Corrupt Governments Use Eminent Domain to Grant Special Privileges
|January 1, 2005||Posted by Staff under Uncategorized|
Stop Government Abuses of Eminent Domain
Private Abuse of Eminent Domain Powers
Eminent domain is sometimes abused by corrupt governments as a way to grant special privileges to private corporations. This shocking, immoral, corrupt behavior is becoming more common. Thankfully, someone is standing up and challenging it. See these excerpts from a recent UPI article.
by Pat Taylor
A small landowner who claims his city government illegally took away his private property is asking the U.S. Supreme Court to decide if it is legal for the government to use its power of eminent domain to condemn a piece of private property, then transfer the property to another private property owner for development purposes.

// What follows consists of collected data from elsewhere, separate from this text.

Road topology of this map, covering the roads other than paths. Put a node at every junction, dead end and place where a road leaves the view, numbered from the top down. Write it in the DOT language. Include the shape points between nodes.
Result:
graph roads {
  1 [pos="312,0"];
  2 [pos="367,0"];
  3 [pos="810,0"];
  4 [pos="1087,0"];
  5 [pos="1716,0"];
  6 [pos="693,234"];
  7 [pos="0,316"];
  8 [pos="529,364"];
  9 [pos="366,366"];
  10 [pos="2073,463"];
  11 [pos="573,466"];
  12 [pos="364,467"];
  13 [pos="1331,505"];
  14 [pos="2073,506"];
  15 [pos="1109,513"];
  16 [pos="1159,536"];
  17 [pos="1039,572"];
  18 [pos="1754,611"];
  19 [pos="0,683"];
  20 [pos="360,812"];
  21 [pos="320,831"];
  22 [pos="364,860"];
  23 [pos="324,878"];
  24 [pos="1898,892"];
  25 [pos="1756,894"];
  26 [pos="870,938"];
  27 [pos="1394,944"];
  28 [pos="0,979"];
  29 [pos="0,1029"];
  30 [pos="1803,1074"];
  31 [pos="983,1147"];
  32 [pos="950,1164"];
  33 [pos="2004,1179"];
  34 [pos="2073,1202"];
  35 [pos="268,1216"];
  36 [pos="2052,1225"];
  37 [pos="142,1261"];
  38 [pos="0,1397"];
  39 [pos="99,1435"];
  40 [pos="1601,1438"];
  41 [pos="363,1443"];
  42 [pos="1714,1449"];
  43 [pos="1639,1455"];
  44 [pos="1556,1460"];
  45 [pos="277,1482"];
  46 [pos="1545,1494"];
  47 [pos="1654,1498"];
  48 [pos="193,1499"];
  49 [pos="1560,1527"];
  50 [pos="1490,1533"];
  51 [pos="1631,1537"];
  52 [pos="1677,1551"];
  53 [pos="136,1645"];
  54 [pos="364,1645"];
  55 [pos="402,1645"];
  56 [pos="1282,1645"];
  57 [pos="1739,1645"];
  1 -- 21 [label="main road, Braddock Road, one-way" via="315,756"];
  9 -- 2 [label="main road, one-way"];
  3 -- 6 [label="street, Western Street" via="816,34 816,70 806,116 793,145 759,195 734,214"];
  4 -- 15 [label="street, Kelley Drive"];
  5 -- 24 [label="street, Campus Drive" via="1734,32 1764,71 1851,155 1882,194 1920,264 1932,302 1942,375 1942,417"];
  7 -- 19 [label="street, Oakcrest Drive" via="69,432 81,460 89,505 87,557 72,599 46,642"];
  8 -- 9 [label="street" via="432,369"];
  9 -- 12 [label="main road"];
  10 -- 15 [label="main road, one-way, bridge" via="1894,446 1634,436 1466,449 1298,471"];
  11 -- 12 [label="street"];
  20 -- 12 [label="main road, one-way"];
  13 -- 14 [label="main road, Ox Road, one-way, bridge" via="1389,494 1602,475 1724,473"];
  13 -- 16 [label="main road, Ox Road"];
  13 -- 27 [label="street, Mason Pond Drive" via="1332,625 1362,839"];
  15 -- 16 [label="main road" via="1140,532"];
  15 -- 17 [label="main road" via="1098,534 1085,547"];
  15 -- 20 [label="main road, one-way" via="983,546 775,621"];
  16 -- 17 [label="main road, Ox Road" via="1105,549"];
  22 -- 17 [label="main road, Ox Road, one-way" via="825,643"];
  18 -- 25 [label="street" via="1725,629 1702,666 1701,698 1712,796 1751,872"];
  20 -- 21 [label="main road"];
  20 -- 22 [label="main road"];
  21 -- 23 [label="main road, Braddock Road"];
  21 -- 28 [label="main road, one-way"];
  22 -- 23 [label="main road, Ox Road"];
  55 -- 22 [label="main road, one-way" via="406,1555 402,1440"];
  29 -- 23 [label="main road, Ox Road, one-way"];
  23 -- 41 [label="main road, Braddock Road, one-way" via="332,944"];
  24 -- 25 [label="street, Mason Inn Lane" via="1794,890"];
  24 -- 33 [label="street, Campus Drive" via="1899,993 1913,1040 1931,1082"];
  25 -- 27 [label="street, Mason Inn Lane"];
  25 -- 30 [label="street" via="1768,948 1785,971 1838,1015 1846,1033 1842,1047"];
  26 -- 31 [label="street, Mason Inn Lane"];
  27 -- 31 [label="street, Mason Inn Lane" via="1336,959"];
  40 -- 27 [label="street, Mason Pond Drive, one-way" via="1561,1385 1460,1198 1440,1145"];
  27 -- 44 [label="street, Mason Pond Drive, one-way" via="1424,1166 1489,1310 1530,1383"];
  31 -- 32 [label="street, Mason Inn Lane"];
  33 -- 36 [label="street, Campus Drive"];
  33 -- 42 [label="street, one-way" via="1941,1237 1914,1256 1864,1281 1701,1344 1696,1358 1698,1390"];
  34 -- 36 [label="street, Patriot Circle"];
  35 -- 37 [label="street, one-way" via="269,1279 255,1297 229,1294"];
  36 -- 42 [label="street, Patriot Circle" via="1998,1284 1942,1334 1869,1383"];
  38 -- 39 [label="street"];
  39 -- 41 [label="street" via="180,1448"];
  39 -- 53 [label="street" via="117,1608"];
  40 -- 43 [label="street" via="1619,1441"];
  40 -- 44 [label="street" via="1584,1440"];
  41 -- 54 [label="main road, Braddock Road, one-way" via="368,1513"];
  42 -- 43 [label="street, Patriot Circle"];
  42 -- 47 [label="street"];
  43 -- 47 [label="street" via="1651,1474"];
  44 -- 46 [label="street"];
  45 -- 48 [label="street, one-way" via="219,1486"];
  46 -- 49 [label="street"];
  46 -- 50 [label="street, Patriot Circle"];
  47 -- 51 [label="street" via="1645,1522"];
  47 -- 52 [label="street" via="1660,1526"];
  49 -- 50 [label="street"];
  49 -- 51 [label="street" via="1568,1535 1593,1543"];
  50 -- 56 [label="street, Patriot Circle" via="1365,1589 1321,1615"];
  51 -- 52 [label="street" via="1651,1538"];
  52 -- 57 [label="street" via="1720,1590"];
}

The court is scheduled to decide on April 12 if it will accept the case for review.
According to a supplemental brief filed March 25 on behalf of the landowner, state and local courts need guidance from the highest court in the land because in recent years thousands of court cases throughout the country have dealt with variations of this issue, resulting in a “growing number of conflicting rulings in different jurisdictions.”
Moshe Tal is a small Oklahoma City developer who became a local hero for his efforts in helping rescue workers during the 1995 Murrah Building bombing and again during the city’s devastating tornado of May 3, 1999.
In 1995, Tal submitted plans to the city for a $160 million commercial development on five acres of prime downtown property owned by his company, Tal Technologies Inc. The property is located on the edge of the man-made Bricktown Canal, fashioned after San Antonio’s Riverwalk.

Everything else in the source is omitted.